══ Material supplied ══
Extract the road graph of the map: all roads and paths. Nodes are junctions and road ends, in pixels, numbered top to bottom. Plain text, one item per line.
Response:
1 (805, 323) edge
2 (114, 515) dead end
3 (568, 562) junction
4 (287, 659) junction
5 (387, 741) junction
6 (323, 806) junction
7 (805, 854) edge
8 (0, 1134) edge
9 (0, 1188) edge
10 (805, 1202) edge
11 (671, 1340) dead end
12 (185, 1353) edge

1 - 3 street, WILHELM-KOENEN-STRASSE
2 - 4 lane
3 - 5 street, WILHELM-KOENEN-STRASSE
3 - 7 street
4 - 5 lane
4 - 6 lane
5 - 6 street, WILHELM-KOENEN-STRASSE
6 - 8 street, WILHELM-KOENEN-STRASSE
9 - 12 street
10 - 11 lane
═══
Instructions for the task:
Retype the listing exactly.

Answer box:
Extract the road graph of the map: all roads and paths. Nodes are junctions and road ends, in pixels, numbered top to bottom. Plain text, one item per line.
Response:
1 (805, 323) edge
2 (114, 515) dead end
3 (568, 562) junction
4 (287, 659) junction
5 (387, 741) junction
6 (323, 806) junction
7 (805, 854) edge
8 (0, 1134) edge
9 (0, 1188) edge
10 (805, 1202) edge
11 (671, 1340) dead end
12 (185, 1353) edge

1 - 3 street, WILHELM-KOENEN-STRASSE
2 - 4 lane
3 - 5 street, WILHELM-KOENEN-STRASSE
3 - 7 street
4 - 5 lane
4 - 6 lane
5 - 6 street, WILHELM-KOENEN-STRASSE
6 - 8 street, WILHELM-KOENEN-STRASSE
9 - 12 street
10 - 11 lane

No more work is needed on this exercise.